Beware the temptation of cloud pick & mix!

Walking past a traditional sweet shop in Las Vegas during AWS Re: Invent in November made me reflect on how many organisations still feel the urge to fill their stomachs with the digital equivalent of pick & mix during cloud adoption.

Faced with a tempting array of services from cloud providers, it is simply too easy to binge and add them all to a design proposal just because they are available. It’s like filling one of those cinema pick and mix bags to the brim even though you won’t manage to eat all the sweets – and ignoring the damage done to your bank balance and your teeth.

The start of a new year, when many of us are trying to adopt a healthier approach to lifestyle and diet, seems a fitting time to propose a more restrained approach to cloud adoption too. One that doesn’t splurge money on unnecessary cloud services and that has your organisation limbering up for a cloud transformation journey in peak physical health.

Here are my tips for resisting the lure of the sweet shop in the clouds and preparing the ground for a smooth cloud adoption programme:

  • Start by creating a technology reference architecture that will keep everyone on task. This is a relatively straightforward activity. Simply list all of your cloud provider’s available services and decide which ones are approved for usage, which ones are contained, and which ones you will leave for future discussions.
  • Plan ahead by having a full and frank discussion with everyone involved to agree on who will do what and secure buy-in. All teams need to adapt for the cloud, and spending time on this (as described in the AWS Cloud Adoption Framework, People Perspective) is essential to a smooth transition.
  • Nominate a subject matter expert as the lead/go-to person for each service area. As the list of cloud services continues to grow, it’s becoming harder for one person to be expected to get their arms around every single service. For example, in the area of machine learning, one team member may know enough from a high level architecture perspective, but as more services are introduced it would likely require a data scientist with specialist knowledge to help determine which services are right for the organisation.
  • Don’t be tempted to get rid of your traditional architecture teams too quickly. Far too frequently organisations let experienced people go, only to realise too late that their expertise and knowledge would have been invaluable during the cloud adoption journey.
  • Decide on your starting point for each service and contain the ones you don’t want, or don’t need to touch immediately.
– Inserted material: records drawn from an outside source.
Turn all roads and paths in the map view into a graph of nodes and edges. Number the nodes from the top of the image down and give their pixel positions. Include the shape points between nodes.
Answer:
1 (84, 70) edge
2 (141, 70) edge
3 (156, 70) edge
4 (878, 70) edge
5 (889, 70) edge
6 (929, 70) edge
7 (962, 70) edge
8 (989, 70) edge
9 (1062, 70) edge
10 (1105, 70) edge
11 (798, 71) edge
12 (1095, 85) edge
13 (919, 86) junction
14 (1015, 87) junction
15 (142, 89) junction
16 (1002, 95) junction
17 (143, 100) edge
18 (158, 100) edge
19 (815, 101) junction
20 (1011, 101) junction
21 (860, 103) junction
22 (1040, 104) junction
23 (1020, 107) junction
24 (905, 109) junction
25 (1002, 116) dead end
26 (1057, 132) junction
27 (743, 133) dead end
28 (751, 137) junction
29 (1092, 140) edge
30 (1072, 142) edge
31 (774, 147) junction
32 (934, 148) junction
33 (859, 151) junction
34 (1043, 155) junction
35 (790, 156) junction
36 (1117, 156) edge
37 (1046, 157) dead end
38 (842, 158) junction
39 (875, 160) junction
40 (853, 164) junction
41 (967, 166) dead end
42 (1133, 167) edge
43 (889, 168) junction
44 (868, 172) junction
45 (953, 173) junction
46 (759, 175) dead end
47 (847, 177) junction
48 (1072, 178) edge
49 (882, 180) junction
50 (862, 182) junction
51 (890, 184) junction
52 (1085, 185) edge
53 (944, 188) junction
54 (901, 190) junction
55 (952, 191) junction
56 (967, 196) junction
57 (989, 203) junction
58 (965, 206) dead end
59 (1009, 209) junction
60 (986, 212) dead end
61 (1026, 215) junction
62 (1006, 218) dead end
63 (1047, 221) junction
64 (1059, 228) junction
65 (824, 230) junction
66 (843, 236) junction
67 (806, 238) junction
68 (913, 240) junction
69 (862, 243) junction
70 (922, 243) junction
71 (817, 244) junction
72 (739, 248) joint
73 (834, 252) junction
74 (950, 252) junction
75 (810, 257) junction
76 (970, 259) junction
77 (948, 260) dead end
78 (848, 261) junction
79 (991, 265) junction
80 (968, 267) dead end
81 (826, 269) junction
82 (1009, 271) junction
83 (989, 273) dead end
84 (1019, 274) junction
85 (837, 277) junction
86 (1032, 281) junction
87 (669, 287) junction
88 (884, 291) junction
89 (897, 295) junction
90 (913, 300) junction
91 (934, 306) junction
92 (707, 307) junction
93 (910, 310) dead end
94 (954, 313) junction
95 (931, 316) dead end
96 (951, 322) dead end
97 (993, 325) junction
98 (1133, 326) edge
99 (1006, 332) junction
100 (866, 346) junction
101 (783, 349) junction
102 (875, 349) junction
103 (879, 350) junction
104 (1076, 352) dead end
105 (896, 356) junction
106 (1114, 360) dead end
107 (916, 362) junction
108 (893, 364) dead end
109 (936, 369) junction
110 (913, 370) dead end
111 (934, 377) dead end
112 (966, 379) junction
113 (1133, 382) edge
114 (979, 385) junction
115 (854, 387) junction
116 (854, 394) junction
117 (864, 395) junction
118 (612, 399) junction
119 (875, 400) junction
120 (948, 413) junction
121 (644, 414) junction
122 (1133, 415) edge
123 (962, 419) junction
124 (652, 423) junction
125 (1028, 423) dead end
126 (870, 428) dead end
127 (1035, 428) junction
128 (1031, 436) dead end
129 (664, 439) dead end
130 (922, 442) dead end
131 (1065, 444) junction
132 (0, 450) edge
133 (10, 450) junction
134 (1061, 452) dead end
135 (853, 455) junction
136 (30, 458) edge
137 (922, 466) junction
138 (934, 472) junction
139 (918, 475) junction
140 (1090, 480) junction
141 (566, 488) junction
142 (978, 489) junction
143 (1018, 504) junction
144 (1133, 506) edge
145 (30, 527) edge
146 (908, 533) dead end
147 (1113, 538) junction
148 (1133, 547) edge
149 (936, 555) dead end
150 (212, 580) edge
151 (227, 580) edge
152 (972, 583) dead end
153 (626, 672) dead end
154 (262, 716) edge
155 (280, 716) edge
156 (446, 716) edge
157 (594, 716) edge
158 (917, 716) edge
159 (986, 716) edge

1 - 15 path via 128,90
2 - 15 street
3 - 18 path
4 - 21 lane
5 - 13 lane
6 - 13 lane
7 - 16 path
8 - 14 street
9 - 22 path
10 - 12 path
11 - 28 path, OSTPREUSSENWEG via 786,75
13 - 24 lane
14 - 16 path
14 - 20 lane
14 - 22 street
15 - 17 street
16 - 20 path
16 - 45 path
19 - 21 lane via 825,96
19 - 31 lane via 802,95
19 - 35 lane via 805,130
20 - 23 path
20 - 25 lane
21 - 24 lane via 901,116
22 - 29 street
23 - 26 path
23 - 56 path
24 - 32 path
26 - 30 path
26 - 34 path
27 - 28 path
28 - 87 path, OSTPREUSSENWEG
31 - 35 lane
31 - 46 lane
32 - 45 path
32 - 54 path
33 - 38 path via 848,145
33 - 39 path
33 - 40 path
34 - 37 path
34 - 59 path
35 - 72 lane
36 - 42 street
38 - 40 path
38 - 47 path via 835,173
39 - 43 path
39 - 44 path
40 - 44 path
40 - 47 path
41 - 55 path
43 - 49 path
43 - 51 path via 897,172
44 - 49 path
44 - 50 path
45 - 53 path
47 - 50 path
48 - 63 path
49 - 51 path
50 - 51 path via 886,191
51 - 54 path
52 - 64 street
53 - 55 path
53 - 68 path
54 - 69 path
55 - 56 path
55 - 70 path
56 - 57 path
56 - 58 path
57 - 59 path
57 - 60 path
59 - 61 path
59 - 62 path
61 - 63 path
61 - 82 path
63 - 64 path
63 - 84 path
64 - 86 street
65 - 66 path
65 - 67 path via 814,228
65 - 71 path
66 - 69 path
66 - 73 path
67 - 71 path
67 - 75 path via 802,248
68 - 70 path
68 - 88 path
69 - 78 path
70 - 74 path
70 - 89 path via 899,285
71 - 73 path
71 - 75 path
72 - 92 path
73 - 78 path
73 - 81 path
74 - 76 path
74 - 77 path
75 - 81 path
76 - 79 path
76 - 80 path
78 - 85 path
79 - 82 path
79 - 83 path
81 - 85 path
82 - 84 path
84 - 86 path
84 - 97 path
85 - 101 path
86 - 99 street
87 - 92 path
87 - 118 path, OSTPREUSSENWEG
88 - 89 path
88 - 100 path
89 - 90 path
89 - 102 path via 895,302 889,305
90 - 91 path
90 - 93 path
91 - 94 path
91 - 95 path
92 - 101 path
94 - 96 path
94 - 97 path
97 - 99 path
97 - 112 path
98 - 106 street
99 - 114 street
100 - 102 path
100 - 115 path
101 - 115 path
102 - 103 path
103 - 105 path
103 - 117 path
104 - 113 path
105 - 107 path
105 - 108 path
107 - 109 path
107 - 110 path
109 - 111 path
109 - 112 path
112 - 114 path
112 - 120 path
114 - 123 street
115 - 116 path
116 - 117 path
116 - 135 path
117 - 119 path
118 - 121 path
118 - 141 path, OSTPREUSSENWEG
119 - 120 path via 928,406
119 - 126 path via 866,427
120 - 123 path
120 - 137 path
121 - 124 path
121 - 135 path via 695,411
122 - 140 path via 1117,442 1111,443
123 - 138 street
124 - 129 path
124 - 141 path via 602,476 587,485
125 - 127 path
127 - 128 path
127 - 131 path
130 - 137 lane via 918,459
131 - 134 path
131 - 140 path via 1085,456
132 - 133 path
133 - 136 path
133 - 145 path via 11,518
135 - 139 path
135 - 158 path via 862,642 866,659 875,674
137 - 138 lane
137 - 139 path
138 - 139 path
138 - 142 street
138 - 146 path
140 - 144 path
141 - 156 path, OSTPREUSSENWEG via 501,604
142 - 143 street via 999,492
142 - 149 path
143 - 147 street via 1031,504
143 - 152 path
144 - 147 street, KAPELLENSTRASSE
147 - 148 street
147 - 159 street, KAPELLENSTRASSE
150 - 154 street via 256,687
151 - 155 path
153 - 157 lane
It helps to share details of why particular services are contained or approved to ensure everyone is on the same page.
  • Detail the process for changing any of those initial decisions for clarity and consistency – for example, the required approvals process, who needs to be updated on agreed changes, and how to onboard and test new services.
  • Get buy-in on your initial position from stakeholders, make any required tweaks, and then communicate extensively across your organisation. It helps to include details of how future updates and changes will be managed too, so there is no confusion.
  • Within your agreed reference architecture it pays to include details on specific governance designs and standards or guide rails. For example, if you contain the automated code deployment tool AWS CodeDeploy, then refer to what the standard tooling actually is and reference the internal owner in case anyone has questions.
  • Review your position periodically. When adding new cloud services, be sure to communicate widely the initial status as well as subsequent updates.

Adding multi-cloud to the (pick ‘n’) mix

While there are definitely well-publicised merits to a multi-cloud approach, go in with your eyes wide open. If your organisation is considering a multi-cloud strategy, create a reference architecture for each cloud platform. And be very clear up front on how you plan to ensure workload portability between cloud platforms as this can be complicated.
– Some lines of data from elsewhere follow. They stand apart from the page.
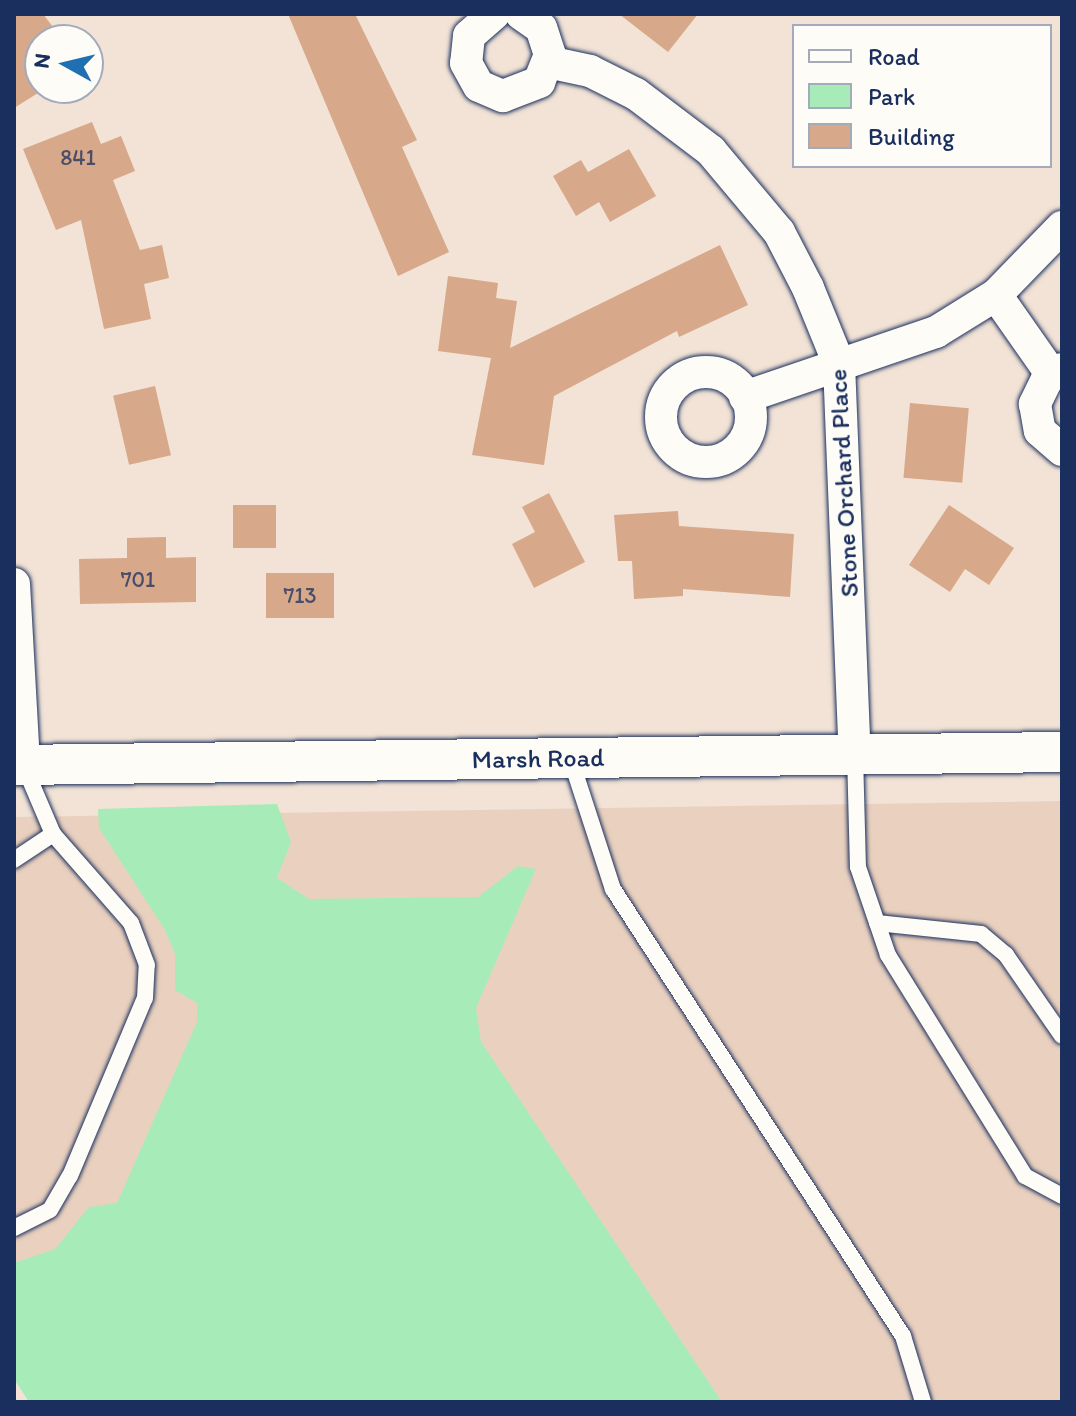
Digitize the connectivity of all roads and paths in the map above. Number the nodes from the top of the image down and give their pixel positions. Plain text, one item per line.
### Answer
1 (494, 14) edge
2 (521, 14) edge
3 (548, 62) junction
4 (1062, 227) edge
5 (996, 295) junction
6 (839, 364) junction
7 (1057, 372) edge
8 (745, 397) dead end
9 (1062, 450) edge
10 (14, 584) edge
11 (1062, 752) edge
12 (855, 754) junction
13 (571, 759) junction
14 (19, 765) edge
15 (53, 834) junction
16 (14, 860) edge
17 (877, 923) junction
18 (1062, 1036) edge
19 (1062, 1196) edge
20 (14, 1228) edge
21 (923, 1402) edge

1 - 3 street
2 - 3 street
3 - 6 street, Stone Orchard Place
4 - 5 street
5 - 6 street
5 - 7 street
6 - 8 street
6 - 12 street, Stone Orchard Place
7 - 9 street
10 - 14 street
11 - 12 street, Marsh Road
12 - 13 street, Marsh Road
12 - 17 lane
13 - 14 street, Marsh Road
13 - 21 lane
14 - 15 lane
15 - 16 lane
15 - 20 lane
17 - 18 lane
17 - 19 lane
Splitting your focus, efforts and money between multiple cloud providers should not be underestimated: “Just in case we ever need to,” is not a valid reason! It’s also advisable to develop an exit plan for each cloud provider at the reference architecture stage.

We recommend identifing the correct tooling for each cloud provider’s APIs so that you do not inadvertently end up with the lowest common denominator services (typically IaaS).

Armed with a comprehensive technology reference architecture document that focuses everyone’s minds and is communicated and updated regularly, your organisation can effect a smooth cloud migration. You can be smug knowing you have avoided that bloated feeling that comes from biting off more cloud services than you can chew.